PHILADELPHIA — As the final seconds of the allotted warm-up time ticked off the clock at Penn’s Franklin Field, swarms of people donning Terrapins men’s lacrosse gear and the Maryland state flag pattern filled a section in the north end of the stadium.

With the Terps playing about two hours from College Park and close to some of the players’ hometowns, the team’s fans came in full support.

A young boy, Matt Rambo’s cousin, wearing a white T-shirt with the attackman’s name printed on the back, patrolled the empty rows of seats and often perched himself on the front railing, studying the Terps on offense. Each time one of coach John Tillman’s players scored, five women in the third row held up signs spelling “Terps” while the rest of the section stood, clapping and high-fiving.

That scene played out 13 different times Tuesday afternoon in Philadelphia as the No. 5 Terps downed Penn, 13-8, to cruise to their fifth straight victory.

“We always travel, I think, better than any other team,” goalkeeper Kyle Bernlohr said, “so we always know we’re going to get the bigger crowd no matter where we are.”

But before the chanting and sign-waving began, the Terps faithfuls went silent. The Quakers jumped out to a 2-0 lead less than two minutes into the contest, the scores coming in a 10-second span against the Terps’ 10th-ranked defense.

The hush didn’t last for long, however, as the crowd reverted to cheering for faceoff specialist Austin Henningsen when he fought for the next possession.

Soon, Rambo cut the deficit to one. Then midfielder Pat Young knotted the game at two. Before the first 15 minutes elapsed, the Terps had built a 6-3 cushion, with five Terps contributing at least one score.

“Tuesday afternoon games, you just never know what’s going to happen; it’s a weird vibe,” Tillman said. “The guys just did a good job of kind of powering through after that 2-0 start and then kind of just kept digging and digging.”

The Quakers didn’t succumb to the early pressure, clawing back within one goal less than six minutes into the second frame. So the Terps players and fans roared back in tandem.
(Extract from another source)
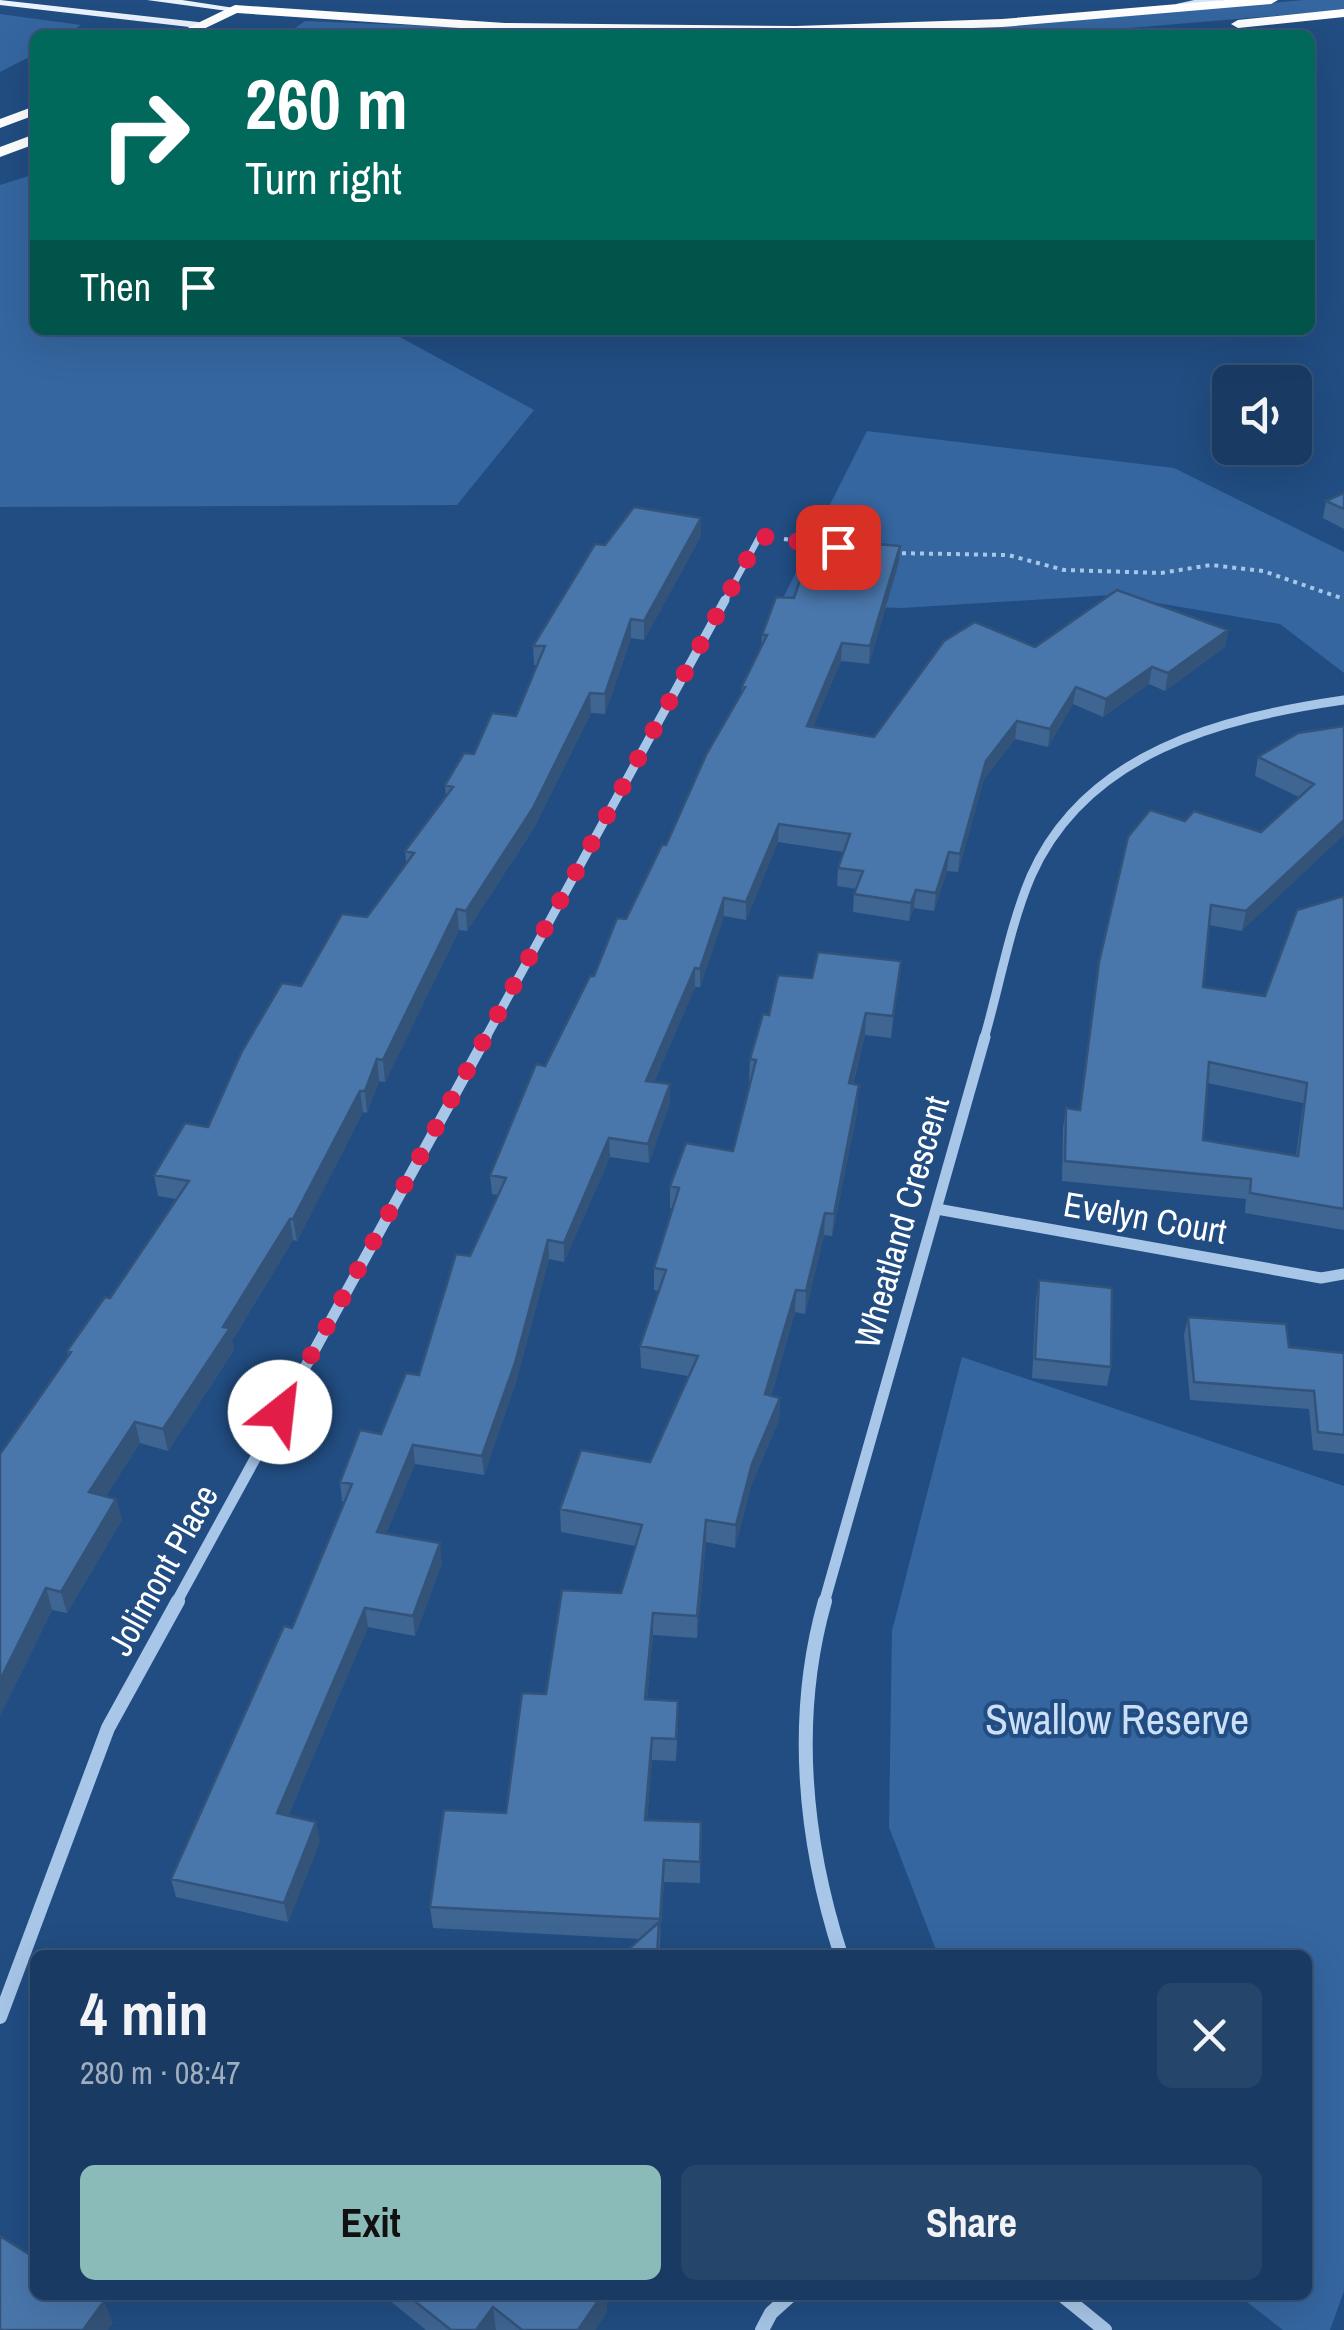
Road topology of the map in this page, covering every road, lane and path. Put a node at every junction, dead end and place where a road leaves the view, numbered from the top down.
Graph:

Chants of “defense” rang onto the field after a turnover by Rambo gave the Quakers the opportunity to tie the game. But that mantra dissolved to a collective “Woo!” as midfielder Isaiah Davis-Allen picked up a ground ball from a turnover, flipping possession.

Tillman called for his team, nursing a three-point lead, to hold on to the ball as clock wound down in the first half. Then midfielder Bryan Cole cut toward the net, falling to the ground as his shot hit the back of the net with six seconds remaining in the period.

The cheering didn’t stop until the Terps entered the locker room, Cole and Rambo sharing a fist bump and conversation on the way.

The pace slowed over the last 30 minutes of the game. Midfielder Colin Heacock completed a hat trick — he and Rambo led all scorers with three goals apiece — about five minutes out of the break, and Penn didn’t answer until the fourth quarter.

“Once we scored and went up a couple of goals, we settled down naturally,” Bernlohr said.

When the Quakers did solve their defense with about eight minutes left in the game, Cole and Rambo negated any comeback hopes with scores about a minute apart, the latter drawing a “Yeah, Terps” yell from Rambo’s cousin.

A jacket covered Rambo’s name on the back of the young boy’s shirt, but he took a break from walking through the top row of the section to slam his fists down in celebration. After a late score from Penn, he returned to the front row of the section to watch the final seconds tick off the clock.

At the horn, the rest of the fans joined him at the railing to congratulate the players as the Terps trotted over to share in the excitement of extending their winning streak to five games.

“We all know this: that we have the best fans in the country — they are everywhere, and they are louder than the other fans,” Rambo said shortly after he posed for a picture with two boys in the tunnel under the stands. “It just gets us fired up.”